Para o FLEX, percebemos que a grande maioria dos nossos clientes estava testando equipamentos isolados a SF6 dentro de subestações, nas quais há muitas tomadas para conectar dispositivos. E 9 em cada 10 vezes, eles também têm adaptadores em seus caminhões para conectar dispositivos. Por isso, decidimos remover o peso extra e livrar-nos das dores de cabeça de ter uma bateria integrada.

Problema 3: Testes de umidade com leitura superior ao esperado

Se você já operou um analisador de SF6 antes, provavelmente sabe que às vezes podem ser necessários de 2 a 3 testes antes de poder confiar nos resultados. A razão para isso é que há umidade residual que tende a penetrar no encanamento dos analisadores quando eles ficam na prateleira. A umidade pode entrar através de mangueiras molhadas, reguladores, conexões ou qualquer outra coisa que tenha entrado no ar ambiente ou nas mãos suadas. Após alguns testes, gás suficiente passou pelo sistema para remover parte da umidade residual e efetivamente “secar” o sistema. A área que mais afeta a leitura dos sensores é obviamente onde o sensor está montado, o que tende a ser uma área “morta” onde a umidade pode se acumular. O problema é que você nunca sabe se o sistema secou completamente e está perdendo tempo e gás para conseguir um sistema seco.

Solução: Sensor aquecido e secagem do sistema

O FLEX possui uma função integrada chamada “Sistema Seco” que aspira todos os componentes internos e módulos do sensor para ajudar a remover a umidade. Além disso, usamos um sensor de polímero capacitivo avançado dentro de nosso módulo H2O que possui um aquecedor integrado.
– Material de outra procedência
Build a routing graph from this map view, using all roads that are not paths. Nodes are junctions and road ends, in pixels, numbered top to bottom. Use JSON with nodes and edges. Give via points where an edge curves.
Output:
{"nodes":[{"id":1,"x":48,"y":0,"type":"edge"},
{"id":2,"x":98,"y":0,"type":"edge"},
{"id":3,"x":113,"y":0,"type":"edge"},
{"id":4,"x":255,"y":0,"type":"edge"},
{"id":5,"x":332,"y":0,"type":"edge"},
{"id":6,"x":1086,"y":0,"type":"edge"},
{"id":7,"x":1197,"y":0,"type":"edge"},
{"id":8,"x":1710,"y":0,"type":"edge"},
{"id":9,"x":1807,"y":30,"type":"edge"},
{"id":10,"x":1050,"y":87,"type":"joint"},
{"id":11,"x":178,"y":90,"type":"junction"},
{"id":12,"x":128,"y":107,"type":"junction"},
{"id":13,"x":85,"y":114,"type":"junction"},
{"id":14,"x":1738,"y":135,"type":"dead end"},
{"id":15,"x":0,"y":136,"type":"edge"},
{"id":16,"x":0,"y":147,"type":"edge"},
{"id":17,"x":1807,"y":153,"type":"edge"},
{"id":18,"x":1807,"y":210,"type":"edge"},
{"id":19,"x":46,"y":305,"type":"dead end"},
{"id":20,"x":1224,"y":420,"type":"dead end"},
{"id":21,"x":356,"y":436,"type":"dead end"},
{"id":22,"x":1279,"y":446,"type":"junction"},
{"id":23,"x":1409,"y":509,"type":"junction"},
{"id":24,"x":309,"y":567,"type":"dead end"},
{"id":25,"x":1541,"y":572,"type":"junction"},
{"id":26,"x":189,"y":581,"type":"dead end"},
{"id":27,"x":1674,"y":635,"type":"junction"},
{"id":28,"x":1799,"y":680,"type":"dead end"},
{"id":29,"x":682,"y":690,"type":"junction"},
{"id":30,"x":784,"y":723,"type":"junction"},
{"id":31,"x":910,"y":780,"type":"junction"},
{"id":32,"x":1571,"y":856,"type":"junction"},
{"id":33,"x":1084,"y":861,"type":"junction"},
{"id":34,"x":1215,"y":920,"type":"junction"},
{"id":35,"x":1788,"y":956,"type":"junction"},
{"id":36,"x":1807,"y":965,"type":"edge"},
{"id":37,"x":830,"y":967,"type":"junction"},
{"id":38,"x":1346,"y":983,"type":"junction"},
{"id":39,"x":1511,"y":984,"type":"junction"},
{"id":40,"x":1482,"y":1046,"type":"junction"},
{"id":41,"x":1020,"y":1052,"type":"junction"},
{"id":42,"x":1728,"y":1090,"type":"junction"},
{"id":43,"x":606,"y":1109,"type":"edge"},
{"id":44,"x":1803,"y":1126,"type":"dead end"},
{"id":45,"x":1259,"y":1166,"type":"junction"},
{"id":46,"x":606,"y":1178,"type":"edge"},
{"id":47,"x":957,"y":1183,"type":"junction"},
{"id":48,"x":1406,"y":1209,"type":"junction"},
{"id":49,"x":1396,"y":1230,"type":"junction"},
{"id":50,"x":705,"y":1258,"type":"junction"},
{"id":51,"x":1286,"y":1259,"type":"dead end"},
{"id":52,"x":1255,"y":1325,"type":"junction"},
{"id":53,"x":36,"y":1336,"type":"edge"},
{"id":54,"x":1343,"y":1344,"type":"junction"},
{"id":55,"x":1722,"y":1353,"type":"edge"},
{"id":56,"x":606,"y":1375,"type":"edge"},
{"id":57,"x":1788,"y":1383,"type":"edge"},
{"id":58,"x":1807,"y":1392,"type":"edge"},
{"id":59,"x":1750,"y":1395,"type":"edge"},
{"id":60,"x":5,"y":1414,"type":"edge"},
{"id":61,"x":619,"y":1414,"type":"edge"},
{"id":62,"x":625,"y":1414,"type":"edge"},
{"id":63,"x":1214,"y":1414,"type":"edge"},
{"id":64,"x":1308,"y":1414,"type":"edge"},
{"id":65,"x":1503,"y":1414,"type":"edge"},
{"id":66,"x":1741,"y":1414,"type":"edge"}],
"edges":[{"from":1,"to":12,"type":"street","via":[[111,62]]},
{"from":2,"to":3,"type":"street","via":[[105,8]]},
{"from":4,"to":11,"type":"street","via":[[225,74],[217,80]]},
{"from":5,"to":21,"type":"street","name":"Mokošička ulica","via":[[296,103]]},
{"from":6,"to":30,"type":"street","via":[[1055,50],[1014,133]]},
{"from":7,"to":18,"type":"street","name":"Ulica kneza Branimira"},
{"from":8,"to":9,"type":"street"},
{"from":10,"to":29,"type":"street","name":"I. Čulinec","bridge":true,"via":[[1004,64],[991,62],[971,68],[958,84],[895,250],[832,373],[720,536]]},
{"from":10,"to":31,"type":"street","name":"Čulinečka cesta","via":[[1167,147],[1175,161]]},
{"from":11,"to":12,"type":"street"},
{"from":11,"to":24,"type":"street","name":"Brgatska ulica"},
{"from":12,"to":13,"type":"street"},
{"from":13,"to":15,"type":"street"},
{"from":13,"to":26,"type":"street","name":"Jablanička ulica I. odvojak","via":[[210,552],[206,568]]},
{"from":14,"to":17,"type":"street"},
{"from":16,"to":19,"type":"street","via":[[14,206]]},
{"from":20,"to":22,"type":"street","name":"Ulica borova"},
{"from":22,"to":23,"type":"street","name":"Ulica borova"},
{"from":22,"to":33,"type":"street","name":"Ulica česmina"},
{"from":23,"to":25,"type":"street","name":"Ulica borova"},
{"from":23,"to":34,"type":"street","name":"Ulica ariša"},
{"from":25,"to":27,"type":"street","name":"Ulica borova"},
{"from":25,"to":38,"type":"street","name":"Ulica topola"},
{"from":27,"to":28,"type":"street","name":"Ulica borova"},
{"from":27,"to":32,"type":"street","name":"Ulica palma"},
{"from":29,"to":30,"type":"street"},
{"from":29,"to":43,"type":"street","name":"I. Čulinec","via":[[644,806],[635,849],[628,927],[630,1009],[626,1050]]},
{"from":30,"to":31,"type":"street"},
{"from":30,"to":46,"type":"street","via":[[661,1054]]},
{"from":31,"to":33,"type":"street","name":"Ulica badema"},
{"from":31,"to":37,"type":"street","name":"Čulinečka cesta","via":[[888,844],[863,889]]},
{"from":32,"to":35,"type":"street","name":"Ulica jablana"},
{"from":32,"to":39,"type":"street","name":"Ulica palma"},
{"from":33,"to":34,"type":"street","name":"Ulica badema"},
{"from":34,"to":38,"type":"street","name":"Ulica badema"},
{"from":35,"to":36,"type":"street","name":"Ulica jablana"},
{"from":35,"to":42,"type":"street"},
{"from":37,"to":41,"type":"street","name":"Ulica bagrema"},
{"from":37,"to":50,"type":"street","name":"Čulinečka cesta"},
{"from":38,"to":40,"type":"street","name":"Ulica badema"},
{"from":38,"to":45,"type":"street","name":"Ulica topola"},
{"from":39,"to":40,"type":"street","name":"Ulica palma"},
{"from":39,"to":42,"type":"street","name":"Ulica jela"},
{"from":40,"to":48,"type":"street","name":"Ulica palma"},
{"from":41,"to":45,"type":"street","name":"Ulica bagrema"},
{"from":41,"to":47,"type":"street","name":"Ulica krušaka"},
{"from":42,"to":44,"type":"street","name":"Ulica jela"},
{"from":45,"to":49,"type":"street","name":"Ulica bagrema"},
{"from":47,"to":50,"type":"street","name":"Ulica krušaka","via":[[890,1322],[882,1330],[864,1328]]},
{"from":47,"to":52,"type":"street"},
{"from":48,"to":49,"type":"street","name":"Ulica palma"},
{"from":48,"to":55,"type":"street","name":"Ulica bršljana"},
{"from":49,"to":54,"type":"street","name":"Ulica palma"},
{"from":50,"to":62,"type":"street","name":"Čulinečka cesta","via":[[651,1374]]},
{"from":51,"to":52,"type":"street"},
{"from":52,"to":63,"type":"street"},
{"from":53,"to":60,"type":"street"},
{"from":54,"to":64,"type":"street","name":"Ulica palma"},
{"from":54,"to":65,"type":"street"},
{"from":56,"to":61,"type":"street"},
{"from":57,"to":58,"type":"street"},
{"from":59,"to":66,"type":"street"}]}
Este aquecedor funciona durante a secagem do sistema e antes dos testes de amostra, o que também auxilia na remoção da umidade residual do sistema.

Problema 4: Dispositivos Operacionais sob Luz Solar Direta

Esta é uma questão óbvia, mas os clientes reclamaram que não conseguiam ver as telas de seus analisadores de SF6 (e outros equipamentos de teste de energia) sob luz solar direta.

Solução: Visor legível à luz solar e esquema de cores de alto contraste

O display de 7” do FLEX usa um display legível sob luz solar e um esquema de cores de interface especialmente projetado para facilitar a leitura sob luz solar. É realmente uma daquelas coisas que você precisa ver por si mesmo.

Problema 5: Acesso e manutenção de bolsas

A última grande reclamação que ouvimos dos clientes foi a falta de acesso ao saco interno de armazenamento de gás para manutenção. O que é irônico é que o motivo pelo qual os clientes queriam acessar a sacola era porque eles estavam falhando em campo de forma tão consistente. A maioria dos sacos do analisador usa um saco plástico estilo poliéster que é ótimo para não reter umidade, mas terrível para não rachar em climas frios e não vazar com o tempo. Pense em um saco Ziploc grande com um encaixe de plástico preso a ele, não exatamente resistente.

Solução: painel de acesso a bolsas e melhores materiais

O FLEX possui um painel de acesso à bolsa embutido na parte superior do dispositivo. Se você remover os 4 parafusos que prendem o painel, ele revela uma bolsa de PVC reforçada com um encaixe de metal que PODE resistir à pressurização e despressurização constantes que um analisador suportará. Remover a bolsa é tão fácil quanto desconectar uma porca e retirar a bolsa.